In "A Valediction: Forbidding Mourning," John Donne's use of the verb "elemented" to characterize the love of "sublunary lovers" sounds only mildly unidiomatic. It is generally glossed as meaning "composed,"(n1) and the OED cites several other writers who use it in that sense around the same time. But the word is rather learned than popular, and the English language contexts in which Donne's contemporaries use it do not communicate a full sense of its learned references.(n2) For that we must turn to the medieval Latin term and concept from which it was derived: elementata.

Judged by classical standards, the characteristic medieval use of the term is also mildly unidiomatic, a fact which makes it stand out so that we may trace the development and discussion of the special concept for which it stands. Indeed Theodore Silverstein has to a large extent done so,(n3) and the term, even in the earliest occurrence he cites, appears in a context which by the look of it has special relevance to Donne's poem. That context is William of Conches's attempt, around 1130, to define the four elements (earth, water, air, and fire) by combining traditional cosmology derived from Plato(n4) with the physiology of Galen, newly acquired through the Arabs. He thus places the four elements in a single perspective with such bodily parts as Donne's "eyes, lips, and hands" (although William actually names "humors, bones, hands, and feet"). These bodily parts, Williams says, are not elements (elementa) but things elemented (elementata), as also are earth, water, air, and fire as we perceive them, for the true elements in their purity are not available to the senses but must be known by the intellect. Hence, in Donne's terms, lovers "whose soul is sense" would have nothing available to them except elementata, things "elemented."
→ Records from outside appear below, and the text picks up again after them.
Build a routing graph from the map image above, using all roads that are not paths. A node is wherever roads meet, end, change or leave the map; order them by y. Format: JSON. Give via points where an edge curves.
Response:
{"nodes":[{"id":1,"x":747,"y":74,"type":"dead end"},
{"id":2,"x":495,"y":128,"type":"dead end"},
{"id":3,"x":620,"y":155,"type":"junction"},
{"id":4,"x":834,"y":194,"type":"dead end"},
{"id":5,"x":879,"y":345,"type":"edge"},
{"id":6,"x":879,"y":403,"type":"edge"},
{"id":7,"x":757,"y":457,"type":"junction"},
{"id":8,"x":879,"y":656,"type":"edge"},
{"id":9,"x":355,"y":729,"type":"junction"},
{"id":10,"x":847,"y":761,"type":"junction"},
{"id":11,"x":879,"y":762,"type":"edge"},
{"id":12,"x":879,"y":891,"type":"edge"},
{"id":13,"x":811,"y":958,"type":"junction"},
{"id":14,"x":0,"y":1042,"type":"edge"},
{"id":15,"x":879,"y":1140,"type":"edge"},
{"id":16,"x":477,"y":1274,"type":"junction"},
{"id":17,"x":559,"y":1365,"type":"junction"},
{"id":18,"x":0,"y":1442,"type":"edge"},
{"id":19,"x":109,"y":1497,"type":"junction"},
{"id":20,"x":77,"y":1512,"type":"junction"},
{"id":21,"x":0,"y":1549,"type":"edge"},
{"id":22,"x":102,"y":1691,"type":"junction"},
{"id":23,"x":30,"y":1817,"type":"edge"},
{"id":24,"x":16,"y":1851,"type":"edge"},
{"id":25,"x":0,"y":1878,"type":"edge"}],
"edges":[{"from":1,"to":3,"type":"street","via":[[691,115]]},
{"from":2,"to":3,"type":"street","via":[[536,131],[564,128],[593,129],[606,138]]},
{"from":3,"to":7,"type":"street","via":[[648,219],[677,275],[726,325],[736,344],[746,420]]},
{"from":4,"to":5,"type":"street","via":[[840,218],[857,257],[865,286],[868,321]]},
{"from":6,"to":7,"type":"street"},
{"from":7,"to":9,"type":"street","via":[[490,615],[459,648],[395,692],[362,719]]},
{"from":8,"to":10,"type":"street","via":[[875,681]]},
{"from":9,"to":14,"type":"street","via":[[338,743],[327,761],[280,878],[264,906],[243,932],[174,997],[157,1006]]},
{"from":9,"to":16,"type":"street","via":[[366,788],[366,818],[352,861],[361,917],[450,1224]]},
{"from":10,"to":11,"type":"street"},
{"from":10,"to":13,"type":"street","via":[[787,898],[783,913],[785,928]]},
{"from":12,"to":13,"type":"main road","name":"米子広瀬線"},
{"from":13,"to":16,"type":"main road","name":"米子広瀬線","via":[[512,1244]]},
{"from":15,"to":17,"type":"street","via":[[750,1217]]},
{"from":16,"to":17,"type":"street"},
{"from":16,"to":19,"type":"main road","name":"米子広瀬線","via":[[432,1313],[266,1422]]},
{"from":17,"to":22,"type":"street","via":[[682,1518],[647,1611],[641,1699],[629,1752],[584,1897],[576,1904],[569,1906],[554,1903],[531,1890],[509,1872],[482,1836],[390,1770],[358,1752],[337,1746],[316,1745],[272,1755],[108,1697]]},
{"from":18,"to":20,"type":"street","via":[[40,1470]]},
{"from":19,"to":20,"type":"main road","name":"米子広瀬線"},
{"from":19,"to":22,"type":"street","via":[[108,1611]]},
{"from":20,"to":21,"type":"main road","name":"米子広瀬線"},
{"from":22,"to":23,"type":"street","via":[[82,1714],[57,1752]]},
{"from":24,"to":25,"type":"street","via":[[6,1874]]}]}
The next development seems to be the contrasting use of elementa and elementata in the translations, done in 1133 and 1140, of Albumasar's Introductorium Maius, the sources of which include Aristotle, Galen and Ptolemy (Lemay 43). In Albumasar the terms are used as equivalents of, respectively, Aristotle's stoicheia and his somatica, as employed in his De Generatione et Corruptione (Lemay 74 and 87), and the whole process of coming-to-be and passing-away, including that of Galenic physiological items, is a strictly sublunar phenomenon controlled by the stars in a Ptolemaic universe. According to Albumasar, the sublunar world is composed of elements and things elemented. The four bodily humors (coleric, sanguine, phlegmatic, and melancholic) are mixtures of things elemented. Elements cannot be known sensibly, but things elemented can, for such qualities as color and taste are their properties.(n5) Albumasar has thus located bodies, according to Aristotelian element-theory, firmly in the sublunar realm of the Ptolemaic cosmology which informs Donne's poem, 9-20, the immediate context of the term "elemented."
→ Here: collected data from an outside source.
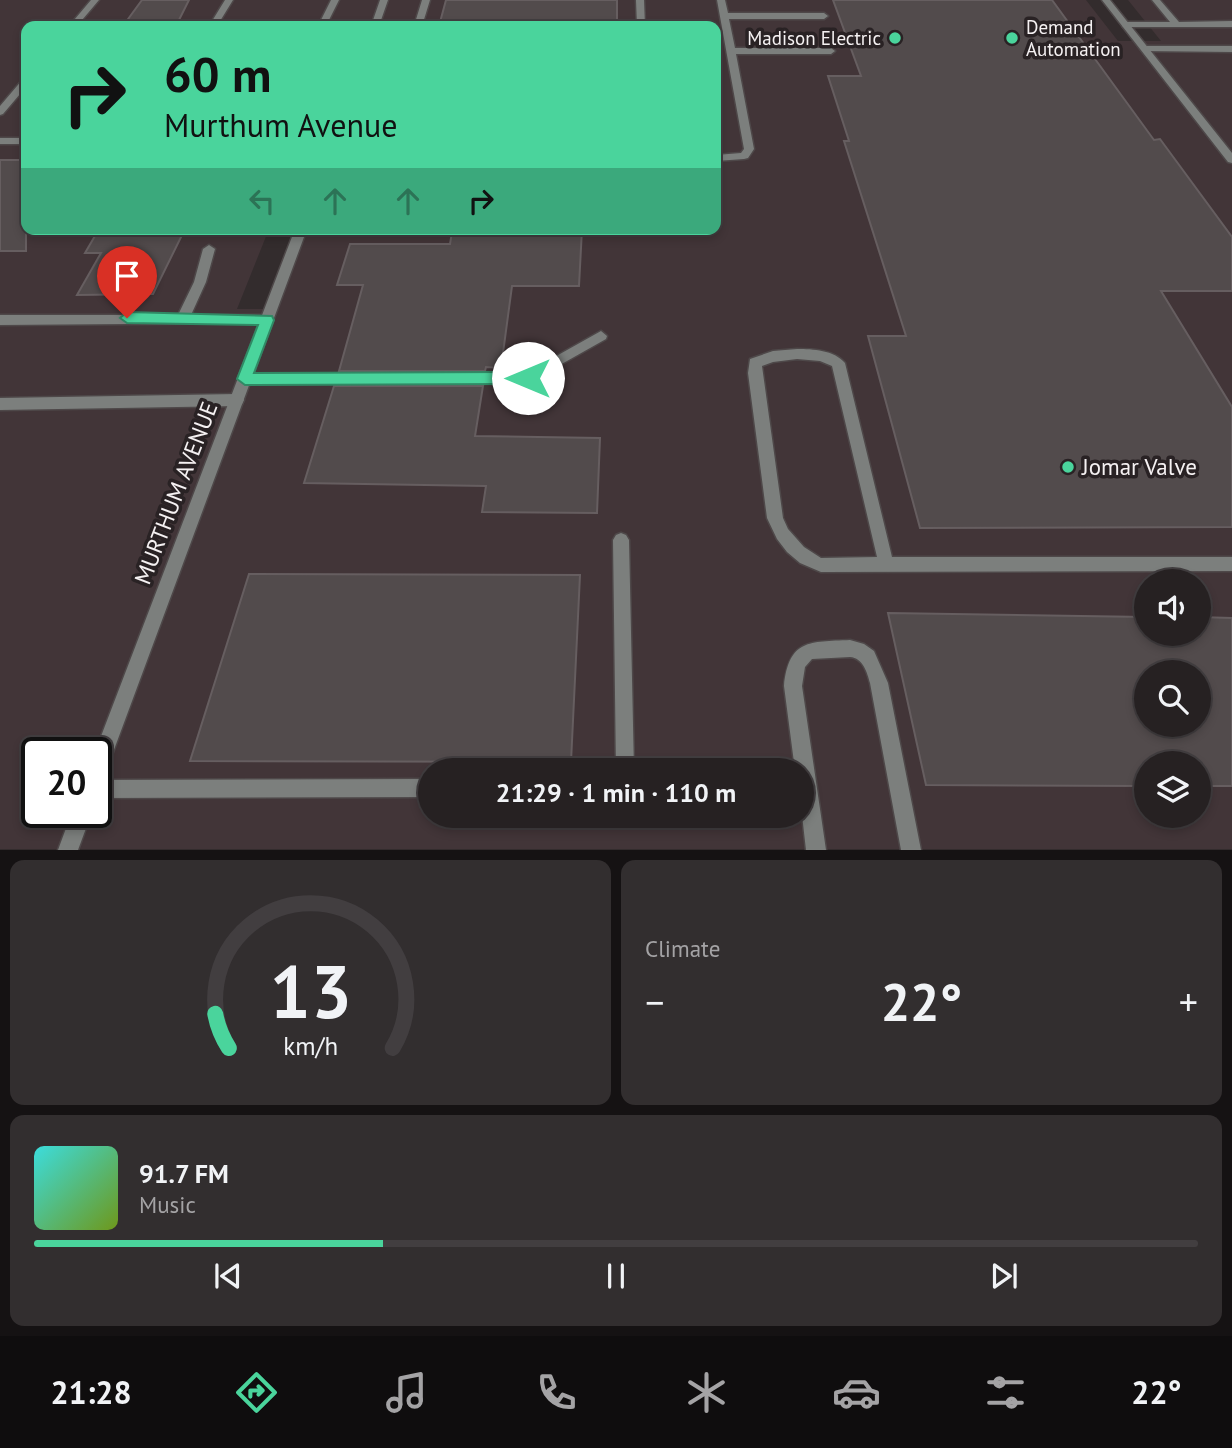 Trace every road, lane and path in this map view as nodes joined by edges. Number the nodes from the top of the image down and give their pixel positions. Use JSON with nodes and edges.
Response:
{"nodes":[{"id":1,"x":95,"y":0,"type":"edge"},
{"id":2,"x":229,"y":0,"type":"edge"},
{"id":3,"x":335,"y":0,"type":"edge"},
{"id":4,"x":384,"y":0,"type":"edge"},
{"id":5,"x":426,"y":0,"type":"edge"},
{"id":6,"x":640,"y":0,"type":"edge"},
{"id":7,"x":721,"y":0,"type":"edge"},
{"id":8,"x":1106,"y":0,"type":"edge"},
{"id":9,"x":1156,"y":0,"type":"edge"},
{"id":10,"x":724,"y":16,"type":"junction"},
{"id":11,"x":824,"y":16,"type":"dead end"},
{"id":12,"x":77,"y":21,"type":"edge"},
{"id":13,"x":216,"y":21,"type":"edge"},
{"id":14,"x":324,"y":21,"type":"edge"},
{"id":15,"x":377,"y":21,"type":"edge"},
{"id":16,"x":420,"y":21,"type":"edge"},
{"id":17,"x":641,"y":21,"type":"edge"},
{"id":18,"x":1232,"y":24,"type":"edge"},
{"id":19,"x":1126,"y":25,"type":"junction"},
{"id":20,"x":1177,"y":25,"type":"junction"},
{"id":21,"x":1144,"y":49,"type":"junction"},
{"id":22,"x":1232,"y":49,"type":"edge"},
{"id":23,"x":731,"y":51,"type":"junction"},
{"id":24,"x":831,"y":51,"type":"dead end"},
{"id":25,"x":21,"y":87,"type":"edge"},
{"id":26,"x":0,"y":112,"type":"edge"},
{"id":27,"x":21,"y":141,"type":"edge"},
{"id":28,"x":0,"y":142,"type":"edge"},
{"id":29,"x":721,"y":158,"type":"edge"},
{"id":30,"x":1232,"y":160,"type":"edge"},
{"id":31,"x":299,"y":235,"type":"edge"},
{"id":32,"x":209,"y":249,"type":"dead end"},
{"id":33,"x":183,"y":319,"type":"junction"},
{"id":34,"x":0,"y":320,"type":"edge"},
{"id":35,"x":267,"y":320,"type":"junction"},
{"id":36,"x":601,"y":335,"type":"dead end"},
{"id":37,"x":245,"y":379,"type":"junction"},
{"id":38,"x":237,"y":400,"type":"junction"},
{"id":39,"x":0,"y":404,"type":"edge"},
{"id":40,"x":621,"y":540,"type":"dead end"},
{"id":41,"x":886,"y":564,"type":"junction"},
{"id":42,"x":1232,"y":564,"type":"edge"},
{"id":43,"x":110,"y":737,"type":"edge"},
{"id":44,"x":625,"y":758,"type":"edge"},
{"id":45,"x":418,"y":788,"type":"edge"},
{"id":46,"x":112,"y":789,"type":"edge"},
{"id":47,"x":76,"y":828,"type":"edge"},
{"id":48,"x":68,"y":849,"type":"edge"},
{"id":49,"x":816,"y":849,"type":"edge"},
{"id":50,"x":911,"y":849,"type":"edge"}],
"edges":[{"from":1,"to":12,"type":"street"},
{"from":2,"to":13,"type":"street"},
{"from":3,"to":14,"type":"street"},
{"from":4,"to":15,"type":"street"},
{"from":5,"to":16,"type":"street"},
{"from":6,"to":17,"type":"street"},
{"from":7,"to":10,"type":"street"},
{"from":8,"to":19,"type":"street"},
{"from":9,"to":20,"type":"street"},
{"from":10,"to":11,"type":"street"},
{"from":10,"to":23,"type":"street"},
{"from":18,"to":20,"type":"street"},
{"from":19,"to":20,"type":"street"},
{"from":19,"to":21,"type":"street"},
{"from":21,"to":22,"type":"street"},
{"from":21,"to":30,"type":"street"},
{"from":23,"to":24,"type":"street"},
{"from":23,"to":29,"type":"street"},
{"from":25,"to":26,"type":"street"},
{"from":27,"to":28,"type":"street"},
{"from":31,"to":35,"type":"street","name":"MURTHUM AVENUE"},
{"from":32,"to":33,"type":"street"},
{"from":33,"to":34,"type":"street"},
{"from":33,"to":35,"type":"street"},
{"from":35,"to":37,"type":"street","name":"MURTHUM AVENUE"},
{"from":36,"to":37,"type":"street"},
{"from":37,"to":38,"type":"street","name":"MURTHUM AVENUE"},
{"from":38,"to":39,"type":"street"},
{"from":38,"to":43,"type":"street","name":"MURTHUM AVENUE"},
{"from":40,"to":44,"type":"street"},
{"from":41,"to":41,"type":"street"},
{"from":41,"to":42,"type":"street"},
{"from":45,"to":46,"type":"street"},
{"from":47,"to":48,"type":"street"},
{"from":49,"to":50,"type":"street"}]}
Dominicus Gundissalinus, in about 1150, treats the materials we have been discussing so as to call attention to the difference between corporeal and incorporeal substances,(n6) and in so doing he contrasts elemented things not only with elements but also with incorporeal substances. Elemented things are corporeal, mixtures resolvable into the corporeal elements which the sublunar world wholly comprises. Although both elements and elemented things are sublunar, the elemented things are lower, so to speak, being ontologically posterior to the elements and far from those superlunar substances which are neither elements nor elemented, which are unavailable to sense impression but available to intellect. Hence Donne's superior lovers, unlike others, are able to be "inter-assured of the mind." Their love is "so much refined" because it is not elemented but is in fact of the Aristotelian fifth essence, which is incorporeal, the purest of substances.(n7)
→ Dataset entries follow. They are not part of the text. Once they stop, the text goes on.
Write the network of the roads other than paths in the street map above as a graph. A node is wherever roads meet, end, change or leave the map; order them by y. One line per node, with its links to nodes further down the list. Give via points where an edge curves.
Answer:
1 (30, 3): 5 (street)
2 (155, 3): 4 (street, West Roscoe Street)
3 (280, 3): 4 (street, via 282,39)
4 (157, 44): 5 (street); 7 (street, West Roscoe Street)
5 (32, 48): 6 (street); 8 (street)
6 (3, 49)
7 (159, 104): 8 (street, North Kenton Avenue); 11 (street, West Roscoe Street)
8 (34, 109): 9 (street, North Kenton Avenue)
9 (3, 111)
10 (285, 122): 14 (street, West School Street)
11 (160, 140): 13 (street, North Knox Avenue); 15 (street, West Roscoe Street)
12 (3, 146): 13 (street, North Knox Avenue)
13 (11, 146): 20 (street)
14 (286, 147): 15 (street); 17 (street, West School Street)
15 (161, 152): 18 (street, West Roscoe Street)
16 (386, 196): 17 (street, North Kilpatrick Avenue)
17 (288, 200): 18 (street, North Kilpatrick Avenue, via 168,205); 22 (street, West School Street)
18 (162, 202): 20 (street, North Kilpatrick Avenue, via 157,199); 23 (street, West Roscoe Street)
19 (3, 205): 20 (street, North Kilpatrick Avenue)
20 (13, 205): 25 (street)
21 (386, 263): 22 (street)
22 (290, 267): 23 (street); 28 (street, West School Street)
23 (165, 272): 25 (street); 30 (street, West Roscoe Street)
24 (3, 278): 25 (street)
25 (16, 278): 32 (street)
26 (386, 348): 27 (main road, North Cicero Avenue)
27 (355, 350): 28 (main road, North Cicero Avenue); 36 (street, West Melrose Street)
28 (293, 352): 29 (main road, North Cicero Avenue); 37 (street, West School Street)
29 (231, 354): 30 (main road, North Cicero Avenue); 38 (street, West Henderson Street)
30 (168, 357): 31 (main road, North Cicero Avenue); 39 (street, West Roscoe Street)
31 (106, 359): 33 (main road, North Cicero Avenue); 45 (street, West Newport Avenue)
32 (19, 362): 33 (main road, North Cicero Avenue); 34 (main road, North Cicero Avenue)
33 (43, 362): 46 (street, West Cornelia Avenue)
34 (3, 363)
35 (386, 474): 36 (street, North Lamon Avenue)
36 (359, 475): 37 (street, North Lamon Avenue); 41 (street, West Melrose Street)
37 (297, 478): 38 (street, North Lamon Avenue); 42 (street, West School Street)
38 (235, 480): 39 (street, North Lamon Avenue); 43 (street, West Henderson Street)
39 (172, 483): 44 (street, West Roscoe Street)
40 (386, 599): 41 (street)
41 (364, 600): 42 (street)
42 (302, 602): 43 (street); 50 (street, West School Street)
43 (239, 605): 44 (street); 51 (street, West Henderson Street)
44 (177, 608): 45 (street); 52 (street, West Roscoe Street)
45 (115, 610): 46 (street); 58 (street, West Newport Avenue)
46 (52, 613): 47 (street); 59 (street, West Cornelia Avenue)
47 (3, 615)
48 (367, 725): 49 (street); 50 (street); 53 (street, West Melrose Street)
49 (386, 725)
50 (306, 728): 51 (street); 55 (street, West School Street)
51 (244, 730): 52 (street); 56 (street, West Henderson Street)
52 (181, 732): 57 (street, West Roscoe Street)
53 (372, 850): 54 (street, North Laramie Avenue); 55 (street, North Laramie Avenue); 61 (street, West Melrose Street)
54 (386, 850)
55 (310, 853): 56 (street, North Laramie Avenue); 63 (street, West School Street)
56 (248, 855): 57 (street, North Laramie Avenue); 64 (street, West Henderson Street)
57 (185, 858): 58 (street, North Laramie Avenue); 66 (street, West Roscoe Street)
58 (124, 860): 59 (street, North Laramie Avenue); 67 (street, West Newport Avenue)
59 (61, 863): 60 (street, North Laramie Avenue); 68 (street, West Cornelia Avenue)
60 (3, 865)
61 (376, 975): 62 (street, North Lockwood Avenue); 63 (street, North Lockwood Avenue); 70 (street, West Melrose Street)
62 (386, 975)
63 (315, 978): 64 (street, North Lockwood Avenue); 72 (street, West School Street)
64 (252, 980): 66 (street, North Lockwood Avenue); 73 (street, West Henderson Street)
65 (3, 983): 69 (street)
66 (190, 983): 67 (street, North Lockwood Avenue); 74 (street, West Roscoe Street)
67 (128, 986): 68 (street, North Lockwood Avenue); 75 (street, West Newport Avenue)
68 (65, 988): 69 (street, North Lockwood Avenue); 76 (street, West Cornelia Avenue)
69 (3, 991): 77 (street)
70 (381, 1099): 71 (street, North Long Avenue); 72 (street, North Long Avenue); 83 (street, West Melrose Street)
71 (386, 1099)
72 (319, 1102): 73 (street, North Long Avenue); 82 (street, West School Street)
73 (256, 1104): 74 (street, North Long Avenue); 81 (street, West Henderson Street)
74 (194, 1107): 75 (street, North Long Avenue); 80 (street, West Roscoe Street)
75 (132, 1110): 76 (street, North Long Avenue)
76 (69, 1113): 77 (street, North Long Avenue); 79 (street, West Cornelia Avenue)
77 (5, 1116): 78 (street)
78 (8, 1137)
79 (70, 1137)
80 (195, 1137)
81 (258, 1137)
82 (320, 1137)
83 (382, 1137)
From the writers I have been quoting and from their associates and followers there developed a tradition of philosophic discourse in which the term elementata makes key distinctions. The conceptions continued to be discussed in the characteristic language here illustrated; the term was recorded in later medieval glossaria and survived even in some Renaissance dictionaries.(n8) Exactly where Donne learned of it is uncertain, but it seems that he did learn of it, and such information affects one's reading of the poem. It helps to locate the sublunar lovers more precisely at a very low point on the scale of being and thus separates their love more widely from the love which the poem celebrates. And it points to the poem's richness and complexity simply by providing the scholastic framework in which alone the term "elemented" has its full meaning, and thus, incidentally, gives additional substance to Douglas Bush's remark that the "essential quality of Renaissance poetry is its medievalism" (Bush xii). Most of all, I think, it confirms one's conviction that John Donne knew what he was talking about and had a firm intellectual grasp on the bearings of the ideas his poetry invoked.

(n1). The most reductive version of the gloss is that of Grierson 2:41: "`Elemented' is just `composed,' and the things are enumerated later, 20. `eyes, lips, hands.'"

(n2). The good Latinist and lexicographer Samuel Johnson, however, saw that Donne had in mind something metaphysical (literally, in the philosophical sense). From Donne's usage he derived for the verb element the definition, "to make as a first principle."

(n3). Silverstein is tracing elementum as a substantive, but rerum elementata is functionally equivalent, as may be seen by comparing the two translations of Albumasar (discussed below) where John of Spain uses the single substantive and Hermann of Carinthia uses the phrase. John's translation remains in manuscript whereas Hermann's went through five Renaissance editions between 1485 and 1515. My references are to Hermann's translation.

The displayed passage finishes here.